Bis 1973 hatten die USA vier große Füße in Saudi-Arabien: Exxon, Mobil, Gulf und Socal. Als das Königreich die Besitzer von Saudi-Aramco jedoch enteignete, mussten die Beziehungen neu gestaltet werden. Finanzminister William Simon handelte das „Petrodollar-Recycling“ aus. Die Folge ist, dass die Golfmonarchie nun ihrerseits einen sehr großen Fußabdruck in der US-Wirtschaft hat.
In den USA ist eine Diskussion darum entbrannt, wie groß der „saudische Fußabdruck“ im Land ist. Aktuell erhält dieses politische Tabu öffentlich eine neue Bedeutung. Die Frage lautet, wieviel von Amerikas Schuldenberg das saudische Königshaus tatsächlich kontrolliert. Zum einen sorgt natürlich der anhaltend niedrige Ölpreis für Befürchtungen, dass Saudi-Arabien seine US-Anleihen in Bargeld verwandeln will.

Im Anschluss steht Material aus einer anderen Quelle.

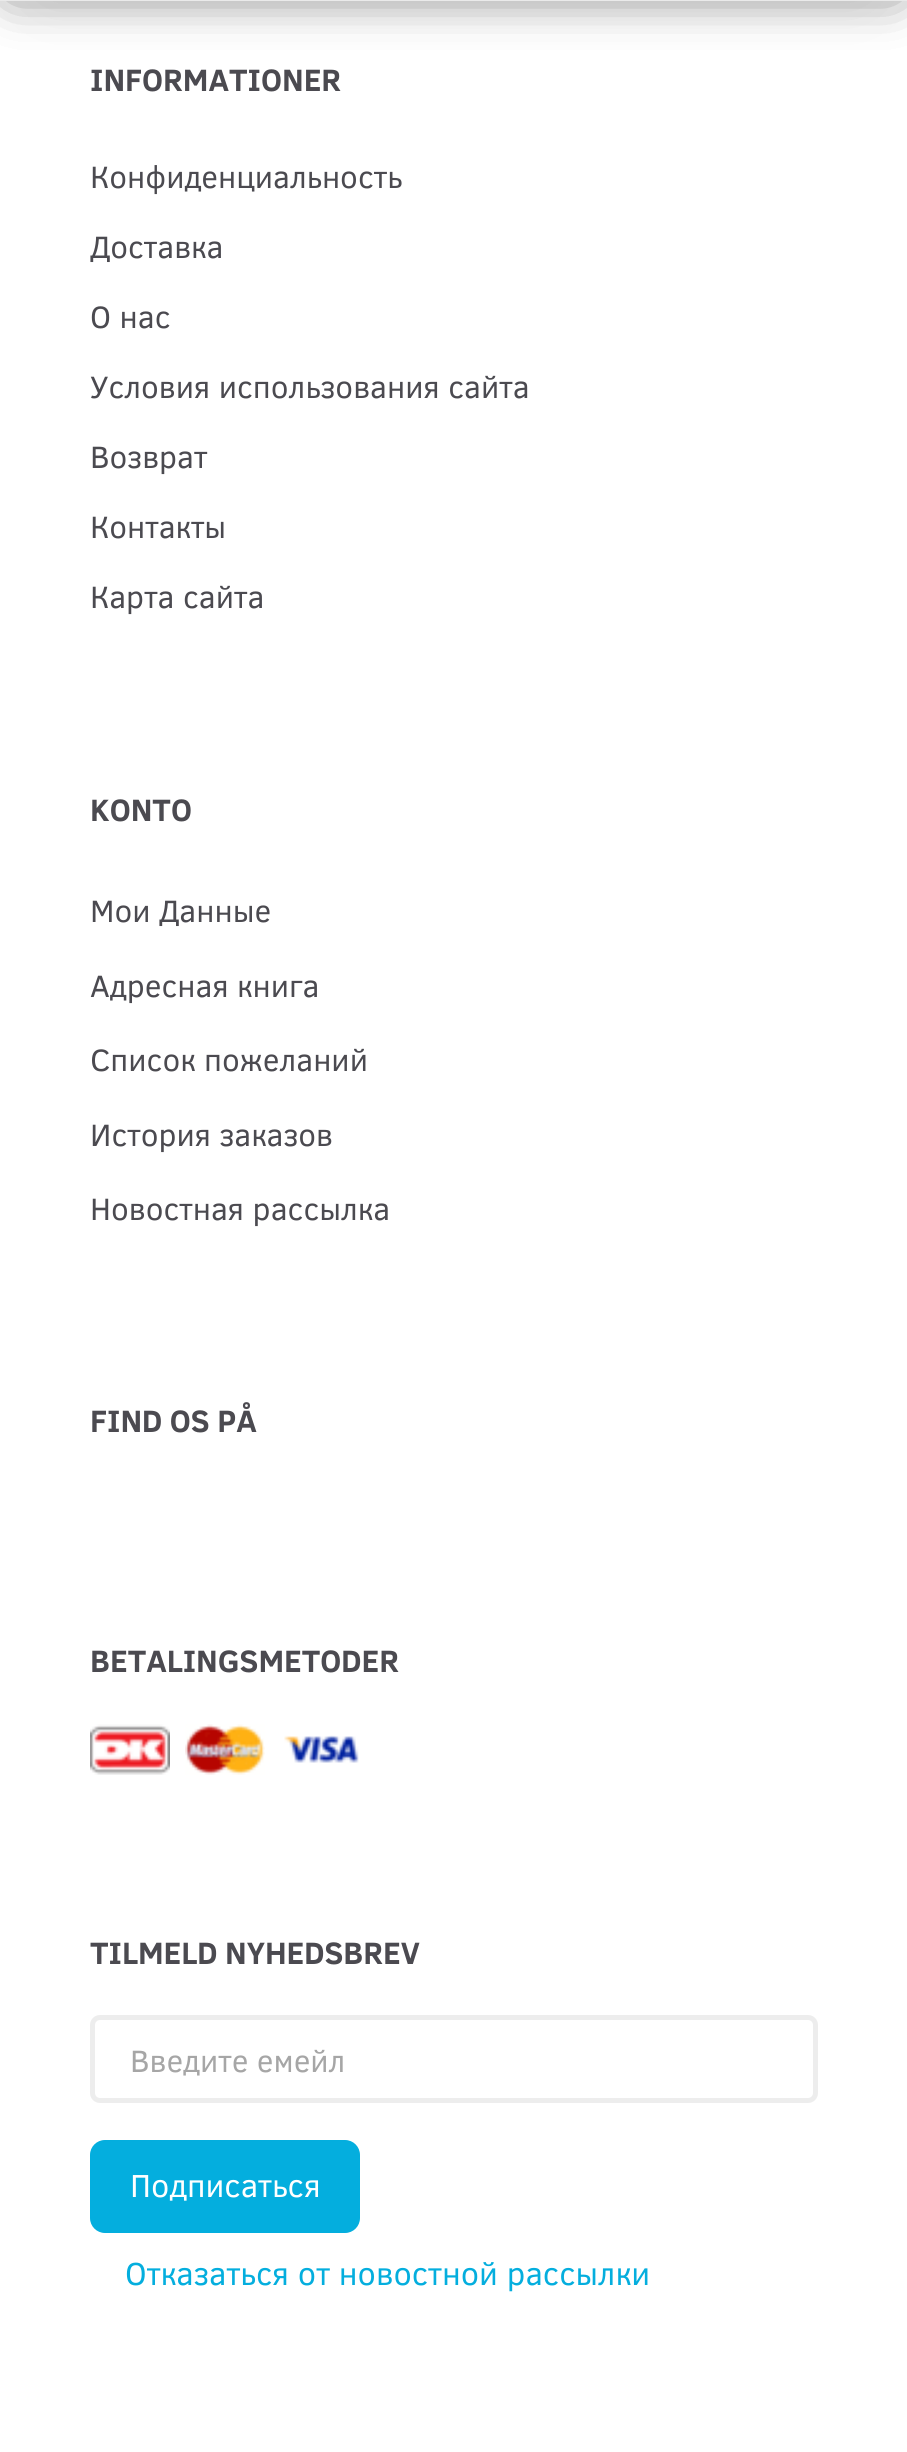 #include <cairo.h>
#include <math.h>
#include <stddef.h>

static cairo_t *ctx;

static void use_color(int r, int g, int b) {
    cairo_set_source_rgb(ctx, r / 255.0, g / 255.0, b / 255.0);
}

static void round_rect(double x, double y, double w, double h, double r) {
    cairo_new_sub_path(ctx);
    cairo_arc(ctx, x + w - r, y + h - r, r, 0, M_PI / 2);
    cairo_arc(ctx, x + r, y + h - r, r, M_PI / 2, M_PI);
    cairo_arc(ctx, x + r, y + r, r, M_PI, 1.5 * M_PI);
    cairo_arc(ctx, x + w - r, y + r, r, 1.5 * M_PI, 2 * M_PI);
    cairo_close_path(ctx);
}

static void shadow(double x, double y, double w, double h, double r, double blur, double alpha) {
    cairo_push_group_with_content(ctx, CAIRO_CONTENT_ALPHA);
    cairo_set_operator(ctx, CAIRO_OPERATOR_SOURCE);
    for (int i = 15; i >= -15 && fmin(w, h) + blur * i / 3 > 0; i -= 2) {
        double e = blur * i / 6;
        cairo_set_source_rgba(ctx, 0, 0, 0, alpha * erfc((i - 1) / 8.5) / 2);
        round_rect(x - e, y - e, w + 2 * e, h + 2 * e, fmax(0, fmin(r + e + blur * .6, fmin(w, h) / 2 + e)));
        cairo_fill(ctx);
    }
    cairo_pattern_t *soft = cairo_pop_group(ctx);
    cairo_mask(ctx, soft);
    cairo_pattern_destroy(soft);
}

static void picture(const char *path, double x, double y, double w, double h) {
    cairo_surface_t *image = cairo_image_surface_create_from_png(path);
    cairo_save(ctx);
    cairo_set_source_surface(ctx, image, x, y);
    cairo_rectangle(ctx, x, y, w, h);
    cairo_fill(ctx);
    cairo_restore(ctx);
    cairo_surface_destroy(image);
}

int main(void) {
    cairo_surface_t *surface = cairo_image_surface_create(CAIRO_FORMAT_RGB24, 907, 2452);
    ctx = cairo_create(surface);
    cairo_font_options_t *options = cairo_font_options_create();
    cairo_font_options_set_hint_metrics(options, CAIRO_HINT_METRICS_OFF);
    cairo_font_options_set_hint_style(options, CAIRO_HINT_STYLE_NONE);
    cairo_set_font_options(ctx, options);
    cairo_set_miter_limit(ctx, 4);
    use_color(255, 255, 255);
    cairo_paint(ctx);
    use_color(148, 148, 148);
    shadow(13, -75, 882, 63, 0, 25, 1);
    shadow(13, -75, 882, 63, 0, 25, 1);
    use_color(184, 184, 184);
    shadow(50, -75, 808, 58, 0, 25, 1);
    use_color(234, 234, 234);
    cairo_rectangle(ctx, 0, 0, 907, 1);
    cairo_fill(ctx);
    cairo_select_font_face(ctx, "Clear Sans", CAIRO_FONT_SLANT_NORMAL, CAIRO_FONT_WEIGHT_BOLD);
    cairo_set_font_size(ctx, 31.5);
    use_color(75, 74, 80);
    cairo_move_to(ctx, 90, 91);
    cairo_show_text(ctx, "INFORMATIONER");
    cairo_select_font_face(ctx, "Clear Sans", CAIRO_FONT_SLANT_NORMAL, CAIRO_FONT_WEIGHT_NORMAL);
    cairo_move_to(ctx, 90, 188);
    cairo_show_text(ctx, "Конфиденциальность");
    cairo_move_to(ctx, 90, 258);
    cairo_show_text(ctx, "Доставка");
    cairo_move_to(ctx, 90, 328);
    cairo_show_text(ctx, "О нас");
    cairo_move_to(ctx, 90, 398);
    cairo_show_text(ctx, "Условия использования сайта");
    cairo_move_to(ctx, 90, 468);
    cairo_show_text(ctx, "Возврат");
    cairo_move_to(ctx, 90, 538);
    cairo_show_text(ctx, "Контакты");
    cairo_move_to(ctx, 90, 608);
    cairo_show_text(ctx, "Карта сайта");
    cairo_select_font_face(ctx, "Clear Sans", CAIRO_FONT_SLANT_NORMAL, CAIRO_FONT_WEIGHT_BOLD);
    cairo_move_to(ctx, 90, 821);
    cairo_show_text(ctx, "KONTO");
    cairo_select_font_face(ctx, "Clear Sans", CAIRO_FONT_SLANT_NORMAL, CAIRO_FONT_WEIGHT_NORMAL);
    cairo_move_to(ctx, 90, 922);
    cairo_show_text(ctx, "Мои Данные");
    cairo_move_to(ctx, 90, 997);
    cairo_show_text(ctx, "Адресная книга");
    cairo_move_to(ctx, 90, 1071);
    cairo_show_text(ctx, "Список пожеланий");
    cairo_move_to(ctx, 90, 1146);
    cairo_show_text(ctx, "История заказов");
    cairo_move_to(ctx, 90, 1220);
    cairo_show_text(ctx, "Новостная рассылка");
    cairo_select_font_face(ctx, "Clear Sans", CAIRO_FONT_SLANT_NORMAL, CAIRO_FONT_WEIGHT_BOLD);
    cairo_move_to(ctx, 90, 1432);
    cairo_show_text(ctx, "FIND OS PÅ");
    cairo_move_to(ctx, 90, 1672);
    cairo_show_text(ctx, "BETALINGSMETODER");
    picture("img1.png", 90, 1724, 80, 51);
    picture("img2.png", 185, 1724, 80, 51);
    picture("img3.png", 284, 1735, 75, 28);
    cairo_move_to(ctx, 90, 1964);
    cairo_show_text(ctx, "TILMELD NYHEDSBREV");
    round_rect(92.5, 2017.5, 723, 83, 7.5);
    use_color(237, 237, 237);
    cairo_set_line_width(ctx, 5);
    cairo_stroke(ctx);
    cairo_select_font_face(ctx, "Clear Sans", CAIRO_FONT_SLANT_NORMAL, CAIRO_FONT_WEIGHT_NORMAL);
    use_color(166, 166, 166);
    cairo_move_to(ctx, 130, 2072);
    cairo_show_text(ctx, "Введите емейл");
    use_color(4, 174, 222);
    round_rect(90, 2140, 270, 93, 15);
    cairo_fill(ctx);
    cairo_set_font_size(ctx, 32.5);
    use_color(255, 255, 255);
    cairo_move_to(ctx, 130, 2197);
    cairo_show_text(ctx, "Подписаться");
    use_color(4, 174, 222);
    cairo_move_to(ctx, 125, 2285);
    cairo_show_text(ctx, "Отказаться от новостной рассылки");
    cairo_surface_write_to_png(surface, "result.png");
    cairo_font_options_destroy(options);
    cairo_destroy(ctx);
    cairo_surface_destroy(surface);
    return 0;
}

Zum anderen wissen aber auch alle, dass das Königreich sein „außerordentliches Gewicht auf dem Anleihemarkt“ stärker als politische Waffe einsetzen könnte. Im April warnte Saudi-Arabien öffentlich, dass es 750 Milliarden Dollar in Staatsanleihen und anderen Vermögenswerten abstoßen könnte, wenn der amerikanische Kongress ein Gesetz verabschiedet, mit dem das Königreich für die Terroranschläge vom 11. September 2001 zur Verantwortung gezogen werden könnte.
Prinz Bandar bin Sultan plaudert im August 2002 auf der Bush-Ranch in Crawford, Texas, mit dem Präsidenten. Schon damals verlangten Abgeordnete eine Untersuchung darüber, ob Geld aus Saudi-Arabien an die 9/11-Attentäter geflossen ist.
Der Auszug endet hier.